Joao Gilberto, la voix et la guitare de la bossa nova

Disparu de la scène musicale depuis près de 20 ans, ce musicien de génie a fini sa vie ruiné et reclus à Rio


Jeudi 11 Juillet 2019

Gilberto, l'un des pères de la bossa nova qui immortalisa avec Stan Getz "la fille d'Ipanema", a bouleversé les canons de l'interprétation musicale et inventé la bande-son du renouveau brésilien des années 1960.
Disparu de la scène musicale depuis près de 20 ans, ce musicien de génie a fini sa vie ruiné et reclus à Rio, dans un appartement prêté par l'épouse de Caetano Veloso, autre grand nom de la musique brésilienne.
Il était le dernier survivant de la "sainte trinité" de la bossa nova formée par le compositeur et pianiste Tom Jobim (disparu en 1994) et le poète et diplomate Vinicius de Moraes (mort en 1980).
Né le 10 juin 1931 à Juazeiro, dans l'Etat lointain de Bahia (nord-est), Joao Gilberto Prado Pereira de Oliveira reçoit sa première guitare à 14 ans. Quatre ans plus tard, "Joaozinho" quitte son village natal pour Rio.
Il joue dans un petit groupe et se fait connaître en 1957 comme guitariste sur un disque de Elizeth Cardoso composé par Tom Jobim et Vinicius de Moraes.
A la même époque, Juscelino Kubitschek est élu président avec un slogan: "Cinquante ans de progrès en cinq ans!" C'est l'époque encore des big-band, des voix cuivrées et des rythmes endiablés de la samba.

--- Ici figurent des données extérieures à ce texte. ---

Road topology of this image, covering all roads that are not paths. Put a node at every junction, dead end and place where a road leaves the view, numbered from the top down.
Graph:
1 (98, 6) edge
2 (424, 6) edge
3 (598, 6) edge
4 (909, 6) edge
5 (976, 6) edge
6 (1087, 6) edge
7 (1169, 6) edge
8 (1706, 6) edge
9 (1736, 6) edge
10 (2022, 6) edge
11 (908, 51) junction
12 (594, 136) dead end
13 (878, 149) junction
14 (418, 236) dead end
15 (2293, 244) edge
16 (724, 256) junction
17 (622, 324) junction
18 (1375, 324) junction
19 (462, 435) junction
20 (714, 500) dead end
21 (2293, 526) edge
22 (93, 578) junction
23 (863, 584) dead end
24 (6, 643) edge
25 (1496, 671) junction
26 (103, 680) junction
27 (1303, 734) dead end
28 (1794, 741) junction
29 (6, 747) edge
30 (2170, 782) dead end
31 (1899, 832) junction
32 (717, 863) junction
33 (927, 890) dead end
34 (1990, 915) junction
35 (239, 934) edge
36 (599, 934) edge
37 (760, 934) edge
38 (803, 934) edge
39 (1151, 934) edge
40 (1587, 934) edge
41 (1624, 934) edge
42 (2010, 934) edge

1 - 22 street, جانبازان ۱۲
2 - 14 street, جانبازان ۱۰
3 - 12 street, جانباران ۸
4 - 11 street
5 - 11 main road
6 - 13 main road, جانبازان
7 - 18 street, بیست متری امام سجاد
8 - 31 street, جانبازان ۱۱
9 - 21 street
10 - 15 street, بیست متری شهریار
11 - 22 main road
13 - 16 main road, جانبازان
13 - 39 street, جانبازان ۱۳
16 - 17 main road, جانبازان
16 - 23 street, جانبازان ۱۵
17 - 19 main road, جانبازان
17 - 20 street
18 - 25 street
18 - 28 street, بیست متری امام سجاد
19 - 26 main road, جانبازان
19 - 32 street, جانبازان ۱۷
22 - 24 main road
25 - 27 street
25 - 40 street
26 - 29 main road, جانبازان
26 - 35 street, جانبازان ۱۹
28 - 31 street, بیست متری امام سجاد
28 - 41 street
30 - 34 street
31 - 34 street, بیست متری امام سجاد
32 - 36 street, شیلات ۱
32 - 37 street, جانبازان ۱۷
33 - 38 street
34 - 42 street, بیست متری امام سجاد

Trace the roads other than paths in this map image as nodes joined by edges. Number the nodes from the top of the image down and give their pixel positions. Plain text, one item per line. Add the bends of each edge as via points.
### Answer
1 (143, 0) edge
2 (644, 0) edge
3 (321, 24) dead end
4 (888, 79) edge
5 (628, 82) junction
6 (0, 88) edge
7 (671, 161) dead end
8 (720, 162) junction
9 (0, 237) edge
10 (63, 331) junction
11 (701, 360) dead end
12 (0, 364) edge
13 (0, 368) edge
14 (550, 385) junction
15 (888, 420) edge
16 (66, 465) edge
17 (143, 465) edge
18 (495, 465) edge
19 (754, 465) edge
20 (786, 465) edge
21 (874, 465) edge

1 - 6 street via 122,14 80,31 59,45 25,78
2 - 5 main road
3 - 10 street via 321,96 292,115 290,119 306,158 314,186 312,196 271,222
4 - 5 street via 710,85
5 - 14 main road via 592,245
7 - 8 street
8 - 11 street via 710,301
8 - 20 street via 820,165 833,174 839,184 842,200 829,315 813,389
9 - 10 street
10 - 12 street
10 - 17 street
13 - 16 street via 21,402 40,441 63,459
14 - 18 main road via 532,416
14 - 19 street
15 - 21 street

Mais les jours de ce bruyant folkore sont comptés.
Dans un appartement de Copacabana, la nouvelle vague, "bossa nova" en argot carioca - poètes, musiciens - se réunit chez Nara Leao, une petite chanteuse de 14 ans. Il y a là Vinicius de Moraes, Newton Mendonça, Carlos Jobim et un jeune homme timide, Joao Gilberto. Les deux premiers composent, le troisième écrit et le dernier chante de sa voix timide.
C'est un chuchotement, un souffle, "la dernière étape avant le silence", disent les critiques. Seul sur son tabouret, avec sa guitare, il invente "la batida", un rythme sensuel et impose le "canto falado", le chant parlé. Le 10 juillet 1958, il enregistre "Chega de saudade" et "Desafinado", manifeste de cette nouvelle vague.
Douceur, pudeur, mélancolie balaient vocalises et exotisme brésiliens. Le président Kubitschek, l'homme de Brasilia, est séduit. Il veut montrer au reste du monde le son de son nouveau Brésil.
Le 21 novembre 1962, les jeunes musiciens se produisent à New York, au Carnegie Hall. Joao Gilberto qui s'est marié entre temps à la chanteuse Astrud Weinert, y rencontre Stan Getz, le jazz-man saxophoniste.
Porté par "The girl from Ipanema", l'album "Getz and Gilberto" rencontre un immense succès en 1964. En 1967, Frank Sinatra ajoute la chanson à son répertoire. C'est la consécration internationale qui ouvre la voie à une riche discographie ("Ela é Carioca", "Brasil") et des concerts à travers le monde.
Mais Astrud Gilberto, lassée des humeurs noires de Joao le quitte pour Stan Getz. Le guitariste se morfond à New York, part deux ans au Mexique. Revient après 15 ans à Rio. Le mystère s'épaissit autour du musicien qui vit en pyjama et refuse qu'on lui serre la main de peur d'avoir les os cassés.
Ses concerts se raréfient. "Monter sur scène, c'est marcher vers la guillotine", dit-il, paniqué, coutumier des annulations de dernière minute. En 1984, il reste enfermé dans sa loge tandis que la salle est pleine. A Lisbonne en 1989, il quitte la scène après trois chansons car la climatisation le gêne et intime le silence à des aficionados qui ont le malheur de chantonner.
Le début du déclin remonte à 2010. Sa troisième épouse, une journaliste de 40 ans sa cadette, le convainc de faire une tournée pour ses 80 ans, qu'il doit annuler - et rembourser - en raison de problèmes de santé.
Pris dans un contentieux avec sa première maison de disque, sans nouvel album depuis 1989 ni apparition sur scène depuis 2008, il vend en 2013, plus de la moitié des droits de ses quatre premiers albums.
Il est expulsé en 2017 de son appartement faute d'avoir réglé ses loyers. Sa fille la chanteuse Bebel, née de ses secondes noces avec la chanteuse Miucha, avait alors obtenu sa mise sous tutelle.